Given how tumultuous Sony’s PlayStation family present is, it’s not surprising that it’s future isn’t a major talking point for the company at the moment. The PlayStation 3 is in decline, the PS Vita is literally drowning in the global market despite an increasingly potent game library, and Sony doesn’t have a single tent pole exclusive for its home console this holiday season. (PlayStation All-Stars Battle Royale, no matter how good, is not a Halo 4 or New Super Mario Bros. U competitor.) Hard times or not, Sony does have a future in the video game business, and word is the PlayStation 4 is getting into the hands of more and more developers.
VG247 reported on Friday that Sony is now sending brand new PlayStation 4, called Orbis by Sony, development kits housed in PC cases to game developers. More than one unnamed source said that while previous development kits were little more than a graphics card, this new version is built like a “modified PC.”
The Orbis architecture is a custom “derivative” of AMD’s A10 APU chips, combination graphics and computing processors, and the development kits provided have “either 8GB or 16GB” of memory.

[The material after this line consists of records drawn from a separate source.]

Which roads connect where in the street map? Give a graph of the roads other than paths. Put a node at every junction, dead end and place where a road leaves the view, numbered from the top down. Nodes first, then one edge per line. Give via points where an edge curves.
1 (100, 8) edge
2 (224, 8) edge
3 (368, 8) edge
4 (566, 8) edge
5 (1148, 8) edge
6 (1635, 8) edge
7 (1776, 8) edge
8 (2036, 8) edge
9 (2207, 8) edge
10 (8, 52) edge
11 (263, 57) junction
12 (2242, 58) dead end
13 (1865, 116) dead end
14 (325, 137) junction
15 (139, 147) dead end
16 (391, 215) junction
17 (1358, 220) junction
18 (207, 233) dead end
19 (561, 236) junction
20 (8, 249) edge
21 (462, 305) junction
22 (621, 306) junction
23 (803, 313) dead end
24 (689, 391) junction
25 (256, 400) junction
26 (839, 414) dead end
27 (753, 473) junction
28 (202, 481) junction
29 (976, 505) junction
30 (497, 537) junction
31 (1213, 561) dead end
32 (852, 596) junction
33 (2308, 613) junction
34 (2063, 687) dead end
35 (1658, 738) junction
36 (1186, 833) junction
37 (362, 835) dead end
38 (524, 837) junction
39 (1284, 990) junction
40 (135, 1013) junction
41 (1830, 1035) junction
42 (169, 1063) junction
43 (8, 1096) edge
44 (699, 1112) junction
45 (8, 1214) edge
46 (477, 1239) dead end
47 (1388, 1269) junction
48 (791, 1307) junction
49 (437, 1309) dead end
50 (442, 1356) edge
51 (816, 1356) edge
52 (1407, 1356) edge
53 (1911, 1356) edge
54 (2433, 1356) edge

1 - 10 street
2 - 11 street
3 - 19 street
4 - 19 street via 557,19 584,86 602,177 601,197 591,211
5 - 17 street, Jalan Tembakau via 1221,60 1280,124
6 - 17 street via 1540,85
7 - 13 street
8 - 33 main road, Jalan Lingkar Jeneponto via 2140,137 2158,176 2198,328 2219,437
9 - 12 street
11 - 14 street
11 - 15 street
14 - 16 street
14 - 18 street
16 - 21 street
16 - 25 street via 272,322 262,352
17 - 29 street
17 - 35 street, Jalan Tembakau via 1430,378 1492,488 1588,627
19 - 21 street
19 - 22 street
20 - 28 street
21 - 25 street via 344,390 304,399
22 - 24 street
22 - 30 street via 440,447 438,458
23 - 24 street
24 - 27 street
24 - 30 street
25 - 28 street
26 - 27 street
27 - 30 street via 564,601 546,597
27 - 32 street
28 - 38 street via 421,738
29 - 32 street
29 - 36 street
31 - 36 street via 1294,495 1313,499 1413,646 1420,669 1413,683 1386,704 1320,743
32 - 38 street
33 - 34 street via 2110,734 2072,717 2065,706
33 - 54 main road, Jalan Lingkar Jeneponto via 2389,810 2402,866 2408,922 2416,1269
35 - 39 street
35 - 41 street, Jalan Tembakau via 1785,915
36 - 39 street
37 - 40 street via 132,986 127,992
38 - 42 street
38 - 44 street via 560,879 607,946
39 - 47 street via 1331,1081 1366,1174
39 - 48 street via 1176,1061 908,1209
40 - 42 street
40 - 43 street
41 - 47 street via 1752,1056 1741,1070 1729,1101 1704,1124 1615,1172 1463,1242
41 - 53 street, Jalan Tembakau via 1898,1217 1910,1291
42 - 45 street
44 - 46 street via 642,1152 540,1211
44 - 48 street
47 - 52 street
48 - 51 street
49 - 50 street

The source did say that the final console is expected to have 256GB of storage memory as “standard” but it’s unknown at this point if Sony will use hard disk drives or flash memory. It will also continue using a Blu-ray optical disk drive, negating some predictions that Sony’s next machine would forego physical media. Sony’s “ultimate goal” for the console performance wise is to run 1080p games at 60 frames per second in stereoscopic 3D with no hiccups. Previous rumors have suggested that Sony is aiming to support 4K playback with the fourth generation PlayStation.
The design philosophy of Orbis is to make something “very affordable” but “isn’t a slouch,” and with a reconsidered, smooth user interface. Sony has apparently completely rethought its XMB user interface for Orbis, and the current UI is similar to PS Vita’s. The PS button on a controller can be touched at any time while a game or app is running, and the rest of the system will be completely accessible. Sony has been touting the example of pausing, going to the PS Store, purchasing DLC, and launching right back into the game.
The source claimed Sony will unveil Orbis ahead of E3 2013, but final development kits won’t be available until next summer. Between now and then a third, close to final model will be given to developers in January, with the final units available by summer.
On that time line, it’s tough to predict if Sony will follow with a fall 2013 launch. It may instead wait, following the PlayStation 2’s release cycle with a spring 2014 release in Japan and a fall 2014 release in the US and Europe to allow for further development time. With major PlayStation 3 games like The Last of Us and The Last Guardian still in development, the company could definitely push for one final holiday with PS3 in 2013.